Selasa, 08 Januari 2008

Tragedi Marubeni Memicu Kemarahan Investor Jepang

Pemerintahan Susilo Bambang Yudhoyono (SBY) seharusnya tidak tinggal diam menyaksikan ketidakpastian hukum investasi yang dialami oleh investor asing, terutama dari Jepang. Pengalaman pahit yang dialami oleh Marubeni Corporation (selanjutnya disebut Tragedi Marubeni) terbukti telah memicu kemarahan investor Jepang, sekaligus mengerem laju investasi Jepang di Indonesia. Bukan itu saja, Jepang juga mengalihkan tujuan investasinya dari Indonesia.

Data terakhir dari Japan Bank for International Cooperation (JBIC) menyebutkan, Indonesia kini hanya menempati urutan ke sembilan dari sepuluh negara tujuan investasi Jepang, padahal sebelumnya berada di posisi kedua atau ketiga. Tercoretnya dari daftar lima besar tujuan investasi Jepang, karena ketidakpastian hukum yang luar biasa besar dan dinilai tidak memiliki sense of speed dalam mengimplementasikan reformasi kebijakan ekonomi.

Tentu saja hal ini menjadi masalah besar bagi ekonomi Indonesia, soalnya pertumbuhan ekonomi tanpa ditopang dengan investasi adalah hal yang mustahil. SBY sebenarnya sudah mengadari hal ini. Oleh sebab itu, Presiden SBY dan Wapres Yusuf Kalla sama-sama sudah berkunjung ke Jepang beberapa kali. Bukan itu saja, Ketua Badan Koordinasi Penanaman Modal (BKPM) M. Lutfi bahkan memasang iklan di Harian The Asahi Shimbun yang memuat UU Penanaman Modal baru, termasuk soal perlindungan bagi investor asing.

Namun demikian, hingga saat ini hasil yang diharapkan Indonesia nampaknya belum memperlihatkan hasil yang menggembirakan. Hal ini pun sebenarnya bisa dimengerti karena akar permasalahan pengalihan tujuan investasi dari Indonesia belum disolusikan sepenuhnya dengan baik oleh pemerintahan SBY. Hingga saat ini, Tragedi Marubeni masih menjadi topik menarik yang menjadi bahan pembicaraan sekaligus kemarahan di kalangan pengusaha Jepang dan birokratnya.

Tragedi Marubeni ini mengundang perhatian investor internasional, karena dianggap menabrak kelaziman bisnis pada umumnya.
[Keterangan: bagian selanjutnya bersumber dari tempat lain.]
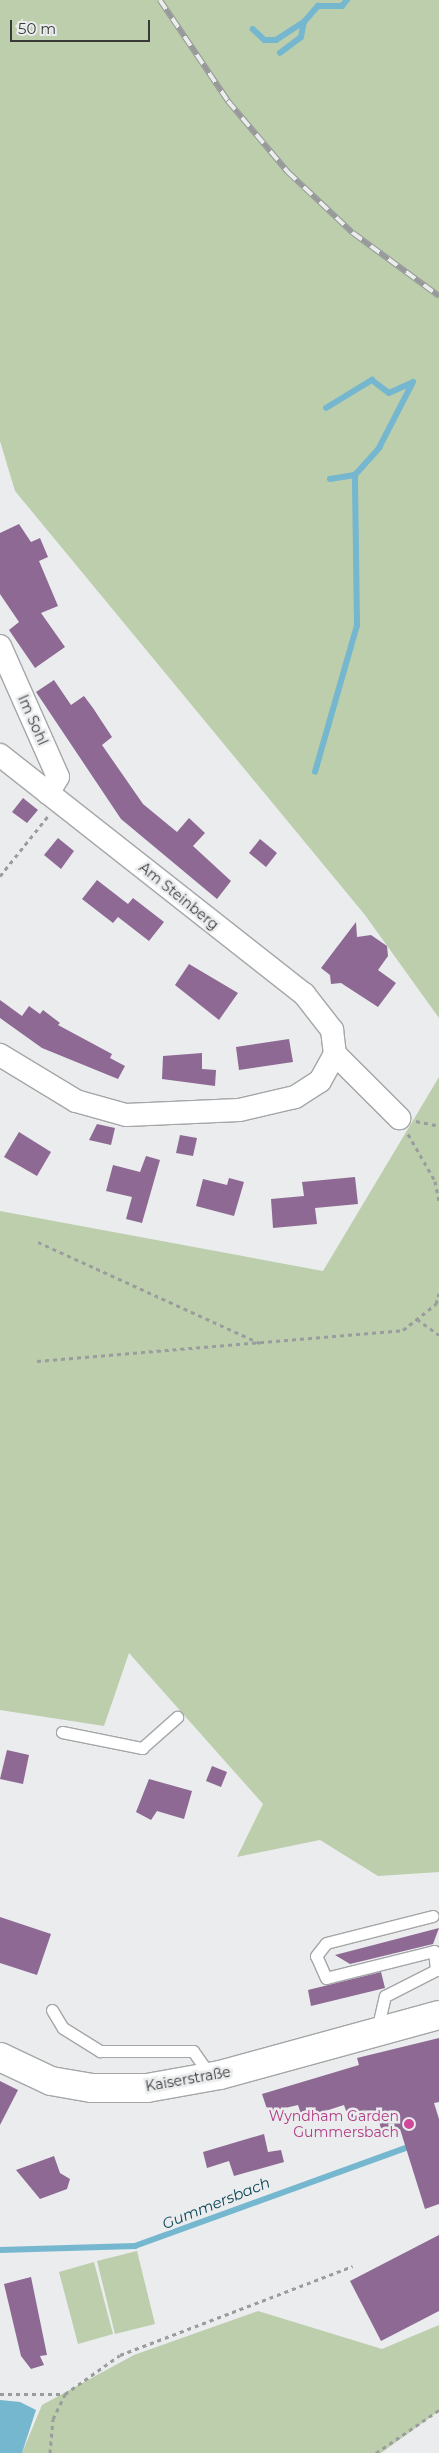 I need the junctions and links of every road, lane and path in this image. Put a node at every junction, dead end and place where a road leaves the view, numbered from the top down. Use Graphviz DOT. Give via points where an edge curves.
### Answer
graph roads {
  1 [pos="0,646"];
  2 [pos="0,755"];
  3 [pos="53,797"];
  4 [pos="0,876"];
  5 [pos="335,1054"];
  6 [pos="0,1055"];
  7 [pos="399,1118"];
  8 [pos="439,1201"];
  9 [pos="38,1242"];
  10 [pos="439,1292"];
  11 [pos="417,1319"];
  12 [pos="439,1335"];
  13 [pos="261,1344"];
  14 [pos="38,1361"];
  15 [pos="177,1717"];
  16 [pos="62,1732"];
  17 [pos="433,1916"];
  18 [pos="52,2010"];
  19 [pos="439,2015"];
  20 [pos="377,2032"];
  21 [pos="0,2057"];
  22 [pos="211,2076"];
  23 [pos="353,2266"];
  24 [pos="0,2394"];
  25 [pos="65,2394"];
  26 [pos="439,2410"];
  27 [pos="50,2453"];
  28 [pos="376,2453"];
  1 -- 3 [label="street, Im Sohl" via="58,777"];
  2 -- 3 [label="street, Am Steinberg"];
  3 -- 4 [label="path"];
  3 -- 5 [label="street, Am Steinberg" via="304,994 328,1024"];
  5 -- 6 [label="street" via="320,1081 295,1098 239,1110 126,1115 76,1101"];
  5 -- 7 [label="street"];
  7 -- 8 [label="path" via="435,1181"];
  9 -- 13 [label="path"];
  10 -- 11 [label="path" via="436,1304"];
  11 -- 12 [label="path"];
  11 -- 13 [label="path" via="403,1330"];
  13 -- 14 [label="path"];
  15 -- 16 [label="lane" via="142,1748"];
  17 -- 20 [label="lane" via="326,1943 316,1956 326,1978 434,1951 436,1970 385,1996"];
  18 -- 22 [label="lane" via="63,2028 100,2051 193,2051"];
  19 -- 20 [label="street, Kaiserstraße"];
  20 -- 22 [label="street, Kaiserstraße"];
  21 -- 22 [label="street, Kaiserstraße" via="51,2081 92,2088 148,2088"];
  23 -- 25 [label="path" via="120,2355"];
  24 -- 25 [label="path"];
  25 -- 27 [label="path" via="53,2419"];
  26 -- 28 [label="path"];
}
Menurut media, SGC yang sebelumnya dimiliki oleh Grup Salim (yang terikat perjanjian MSAA) diserahkan kepada pemerintah, yang kemudian dilelang oleh BPPN dan kini dimilliki oleh Gunawan Yusuf melalui PT Garuda Panca Arta (GPA). Soal masalah utang dengan Marubeni, sebenarnya BPPN telah menjelaskan dan mengungkapkan keberadaan utang-utang tersebut sebagaimana dijelaskan dalam Info Memo, bahkan PT GPA (Gunawan Yusuf) juga telah menandatangani Conditional Share Purchase and Loan Transfer Agreement (29 November 2001). Bukan itu saja, GPA juga memina bantuan agar terjadinya restrukturisasi utang terhadap Marubeni. Pada 12 Maret 2003, GPA juga telah mengajukan penawaran utang kepada Marubeni menjadi 19 juta dolar AS dalam bentuk prommissory note.

Sangat tidak masuk akal jika kemudian Marubeni Corporation yang memberikan utang PT Sweet Indolampung dan PT Indolampung Perkasa dan digunakan perusahaan untuk membangun pabrik gula dan pembelian mesin-mesin pabrik gula, kemudian menjadi pihak yang divonis bersalah. Padahal hingga saat ini pabrik dan mesin-mesin tersebut tetap beroperasi dan menghasilkan keuntungan yang signifikan dan dinikmati oleh pengusaha Gunawan Yusuf (pemilik baru). Sungguh kasihan nasib Marubeni Corporation.

Oleh sebab itu, jika kasus Tragedi Marubeni ini bisa diselesaikan dengan baik oleh Presiden SBY dan aparat-aparatnya, sesuai dengan hukum yang berkeadilan maka bisa dipastikan, kepercayaan investor Jepang dan investor asing lainnya akan pulih. Dengan demikian, Presiden SBY dan Wapres Kalla tidak perlu bolak-balik ke Jepang, apalagi sampai memasang iklan di media asing. Soalnya pemasangan iklan sama saja dengan menghambur-hamburkan uang negara, jika dalam prakteknya tidak efektif sama saja Terima kasih.